Overall, our design process went well. We had a great brainstorming and design phase - we came up with a wide variety of solutions and generated many ideas. We learned a lot when altering our design as we built it - the lid in particular took a lot of rethinking. The size was too large for any of the machines in Nolop or Bray, so we had to construct it from 13 different pieces of wood. This was very time consuming and required multiple redesigns, but it came out really well. We also worked really hard on our foot pedal, which worked mechanically but was not functional due to the weight of the lid. If we had more time, it would have been nice to try and redesign the lid so it could be lighter and have a counterweight. Our electrical system was also pretty good - our cooling was functional and our sensors worked.

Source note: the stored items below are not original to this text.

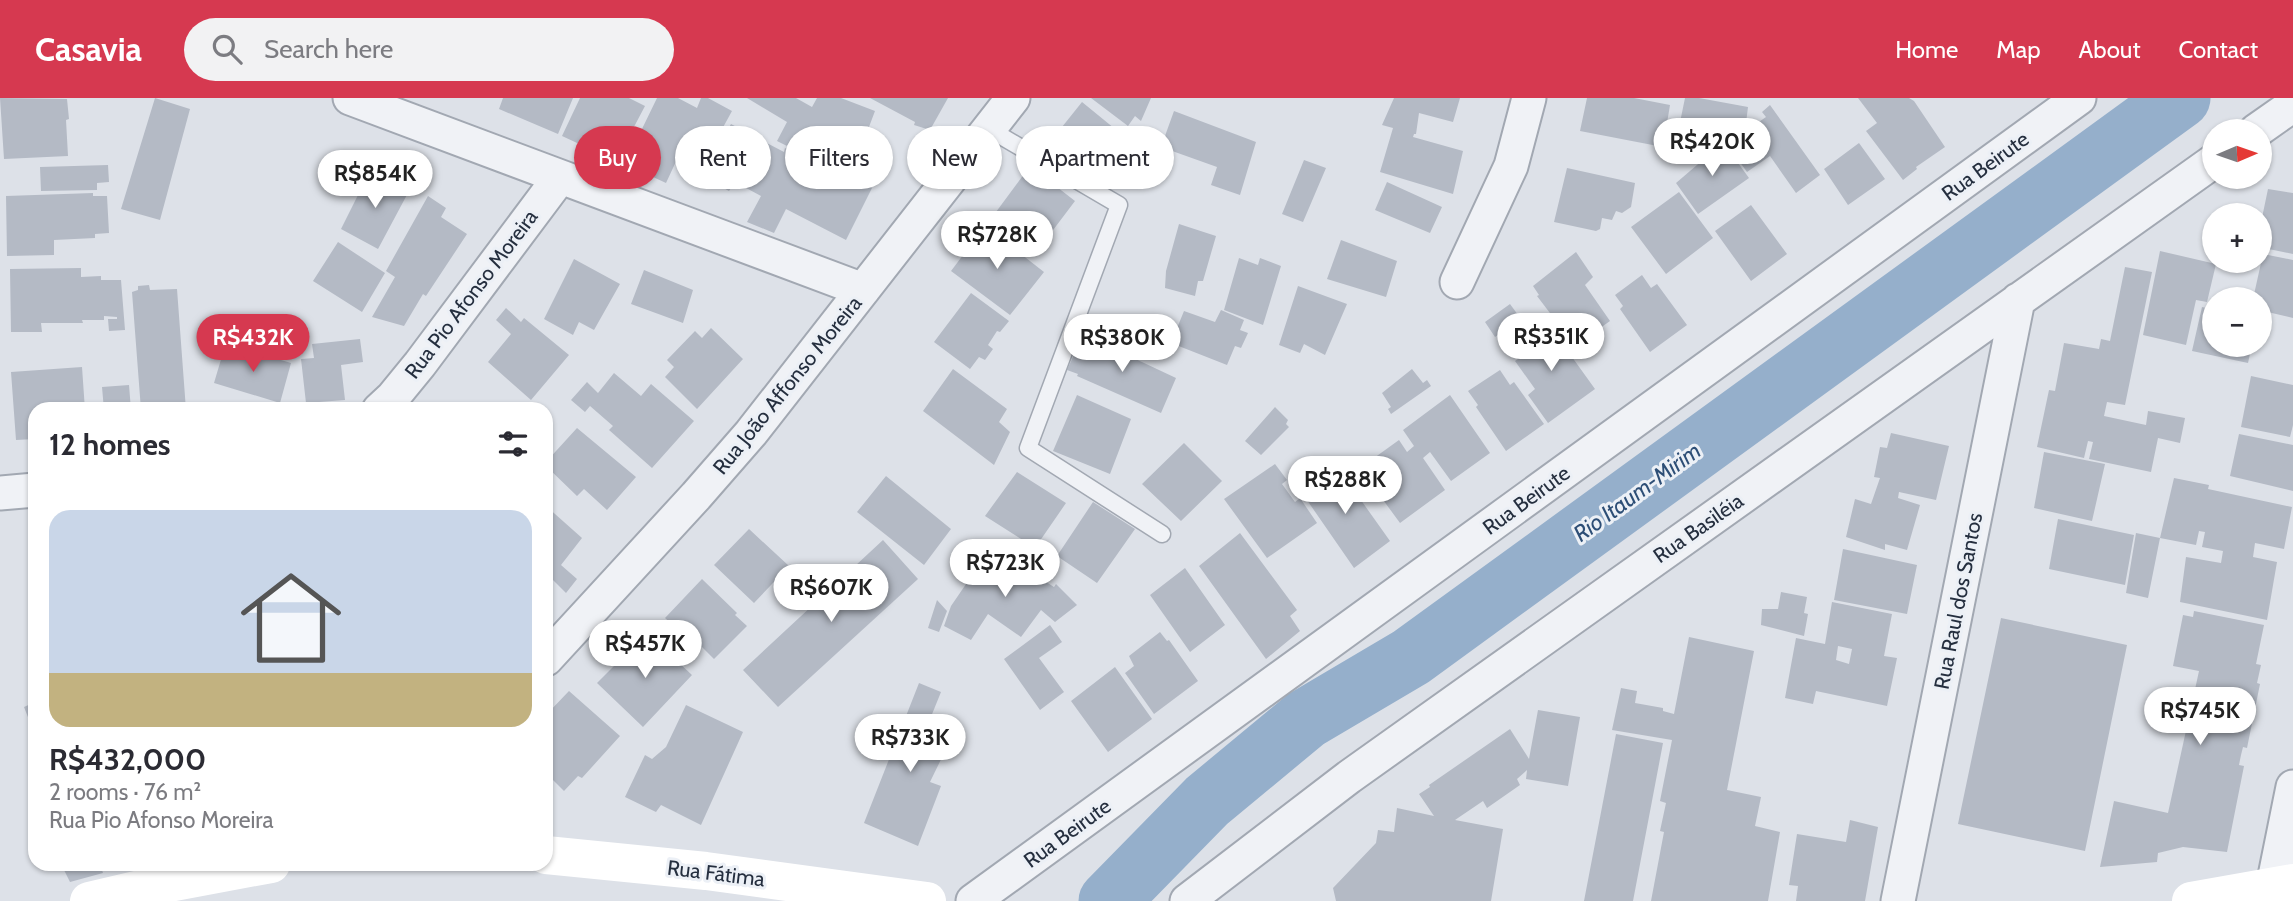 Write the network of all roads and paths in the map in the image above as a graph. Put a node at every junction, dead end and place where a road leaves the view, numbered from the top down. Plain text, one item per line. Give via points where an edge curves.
1 (350, 98) edge
2 (1013, 98) edge
3 (1529, 98) edge
4 (2079, 98) edge
5 (2293, 105) edge
6 (2272, 120) edge
7 (991, 126) edge
8 (1002, 136) edge
9 (2202, 170) edge
10 (560, 177) junction
11 (942, 189) edge
12 (1457, 282) dead end
13 (863, 290) junction
14 (2018, 300) junction
15 (388, 402) edge
16 (28, 491) edge
17 (0, 493) edge
18 (1162, 534) dead end
19 (553, 651) edge
20 (2293, 787) edge
21 (553, 856) edge
22 (233, 871) edge
23 (2279, 889) edge
24 (89, 901) edge
25 (927, 901) edge
26 (973, 901) edge
27 (1187, 901) edge
28 (1898, 901) edge
29 (2191, 901) edge

1 - 10 street
2 - 7 street, Rua João Affonso Moreira
3 - 12 street via 1511,166
4 - 26 street, Rua Beirute
5 - 6 street
8 - 18 lane via 1119,205 1028,448
9 - 14 street, Rua Basiléia
10 - 13 street
10 - 15 street, Rua Pio Afonso Moreira
11 - 13 street, Rua João Affonso Moreira
13 - 19 street, Rua João Affonso Moreira via 751,433
14 - 27 street, Rua Basiléia via 1349,777
14 - 28 street, Rua Raul dos Santos
16 - 17 street
20 - 23 street
21 - 25 main road, Rua Fátima
22 - 24 main road
23 - 29 main road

There were definitely quite a few lessons learned during this project. At every stage, something went wrong and we had to troubleshoot. At times, it seemed like what we thought were the easiest steps became huge challenges. But we had great team communication, so we were able to make it through a number of setbacks - like our cooler coming really late, or the lid needing a full redesign. Our team worked seamlessly together - I'm really grateful I had as good a team as I did. Because we were close even before this project, we knew how each of us worked and how to be a team player. This helped us address issues before they happened, and made sure everyone felt satisfied with the direction our project was going in. It was also a good lesson to design for manufacturing and assembly. We had to think hard about how we wanted everything to fit together so we could continue to modify and debug parts of the bin, while still getting it assembled correctly. It was also great to work with so many machines. We got to use the Shopbot, the XCarve, the waterjet cutter, lasercutter, 3D printer, tablesaw, circular saw, sander, and the metal bender. It was fun to see all of those in action and decide which was the right tool for the job. We also learned that it’s better to start simple and get more sophisticated. We started with a pretty sophisticated design with lots of interesting add-ons. As our project moved forwards, we had to trim down our design significantly, which was fine but at times a little demoralizing. Another interesting lesson was how much aesthetics matter. Throughout the project, we decided a focus on aesthetics was a lower priority than the system itself. But during our showcase, even though a few mechanisms didn't work exactly as planned, everyone commented on how good our product looked. Because it looked professional, people didn't see blemishes in function as easily. Overall, we learned a lot about the design process, manufacturing, and working in teams for engineering.